Le lien qu'il entretient avec le mouvement Maga ne se limite pas à la géopolitique, mais s'étend également aux valeurs et aux visions du monde. Le trumpisme, la Russie de Poutine et un nationalisme conservateur plus large – de Bolsonaro à Orbán en passant par Le Pen – rejettent les principes du libéralisme des Lumières, tels que l’individualisme et les droits de l’homme universels. Le globalisme et la pensée woke sont vus comme des symboles de la décadence occidentale, et la notion de souveraineté pour l'État-nation se voit très nettement valorisée. Douguine résume sur tweetX : les États-Unis et la Russie sont sur la même conception, tandis que les "globalistes de l'UE" nous font face.

Cependant, il y a des différences: Douguine soutient un État autoritaire et la prééminence des traditions, tandis que le mouvement MAGA de Trump s’appuie sur le populisme majoritaire aux Etats-Unis et tente de briser l'État libéral de l'intérieur. En Russie, l'État incarne la nation, tandis qu'en Amérique, il constitue l'adversaire. Pourtant, des marginaux trumpistes, comme les "intégralistes" ou le "néo-réactionnaire" Curtis Yarvin, s’approchent de la ligne de Douguine – Yarvin envisage un président dictateur à la tête de l'Amérique, un "monarque-PDG" absolu, posture que J. D. Vance a également soutenue.

Le flirt idéologique n’est pas exempt de contradictions. Le traditionalisme ésotérique de Douguine, qui célèbre de nombreuses traditions différentes, telles que la mystique islamique, le soufisme et la théocratie iranienne, entre en collision avec les valeurs sionistes de la droite occidentale.
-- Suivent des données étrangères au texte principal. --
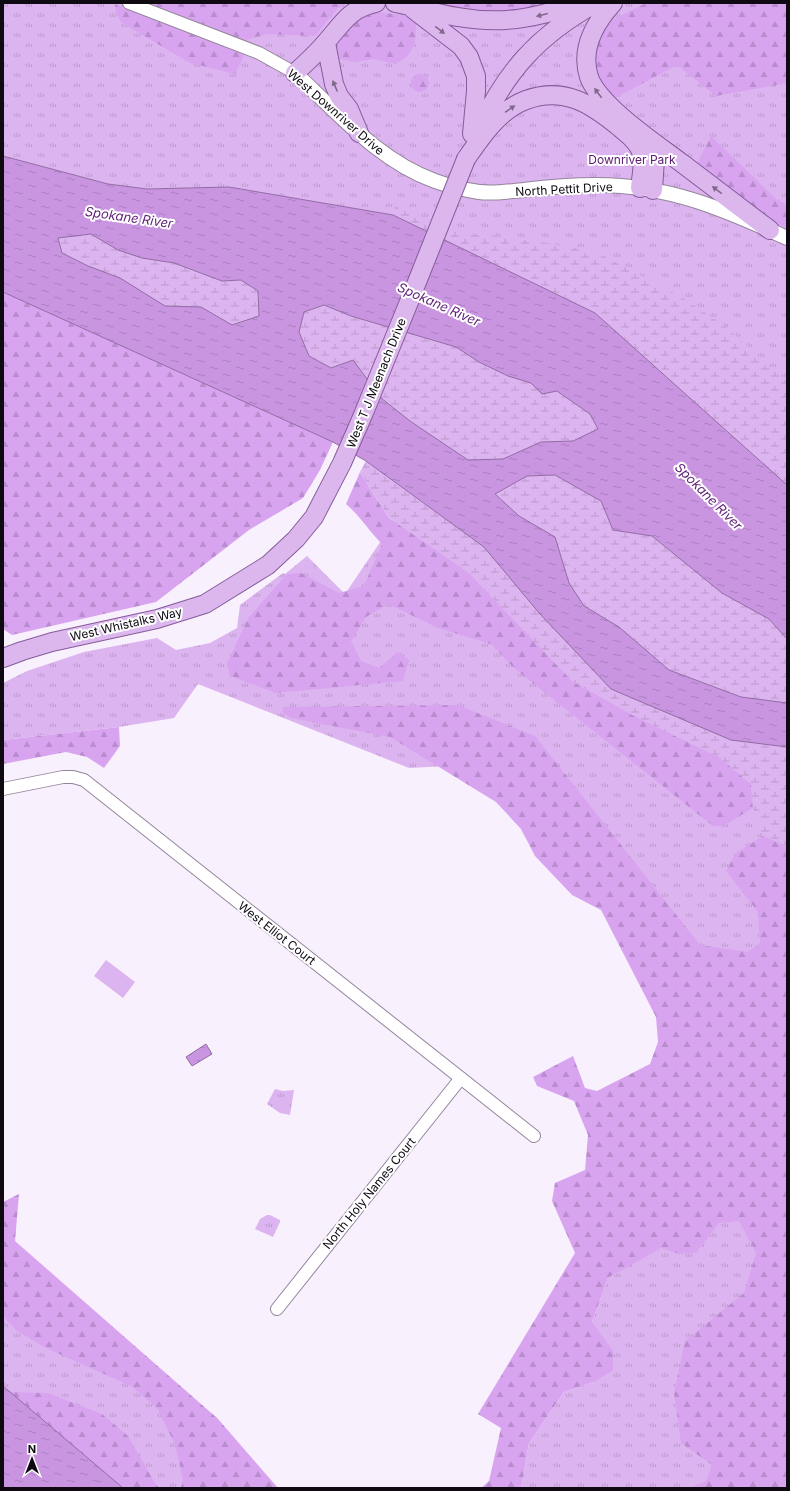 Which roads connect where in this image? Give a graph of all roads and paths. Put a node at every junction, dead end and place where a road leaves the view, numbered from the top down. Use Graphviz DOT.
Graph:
graph roads {
  1 [pos="129,3"];
  2 [pos="376,3"];
  3 [pos="579,3"];
  4 [pos="596,3"];
  5 [pos="613,3"];
  6 [pos="402,4"];
  7 [pos="326,43"];
  8 [pos="295,73"];
  9 [pos="359,133"];
  10 [pos="648,137"];
  11 [pos="466,159"];
  12 [pos="453,187"];
  13 [pos="646,189"];
  14 [pos="770,230"];
  15 [pos="787,238"];
  16 [pos="245,580"];
  17 [pos="3,658"];
  18 [pos="3,789"];
  19 [pos="461,1078"];
  20 [pos="534,1136"];
  21 [pos="277,1309"];
  1 -- 8 [label="street, West Downriver Drive"];
  2 -- 7 [label="main road"];
  3 -- 6 [label="main road, one-way"];
  4 -- 11 [label="main road"];
  10 -- 5 [label="main road, one-way"];
  6 -- 11 [label="main road, one-way"];
  7 -- 8 [label="main road"];
  9 -- 7 [label="main road, one-way"];
  8 -- 9 [label="street, West Downriver Drive"];
  9 -- 12 [label="street, West Downriver Drive"];
  10 -- 13 [label="main road"];
  14 -- 10 [label="main road, one-way"];
  11 -- 13 [label="main road, one-way"];
  11 -- 16 [label="main road, West T J Meenach Drive, bridge"];
  12 -- 13 [label="street, North Pettit Drive"];
  13 -- 14 [label="street, North Pettit Drive"];
  14 -- 15 [label="street, North Pettit Drive"];
  16 -- 17 [label="main road, West Whistalks Way"];
  18 -- 19 [label="street, West Elliot Court"];
  19 -- 20 [label="street, West Elliot Court"];
  19 -- 21 [label="street, North Holy Names Court"];
}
Certes, au sein des cercles les plus obtus de l’extrême droite, Douguine a également été accusé d’apprécier la kabbale juive, ce qui ne fait qu’ajouter à la complexité de sa pensée.

Cependant, l'ancien conseiller de Trump et le parrain de la droite MAGA, Steve Bannon, voit en la Russie une alliée de l'Amérique. Lorsque les libéraux ont faussement étiqueté Trump comme le pantin de la Russie, ils pourraient maintenant négliger un lien réel, ouvertement avancé, – ironiquement, exactement ce qu'ils craignaient à l'origine.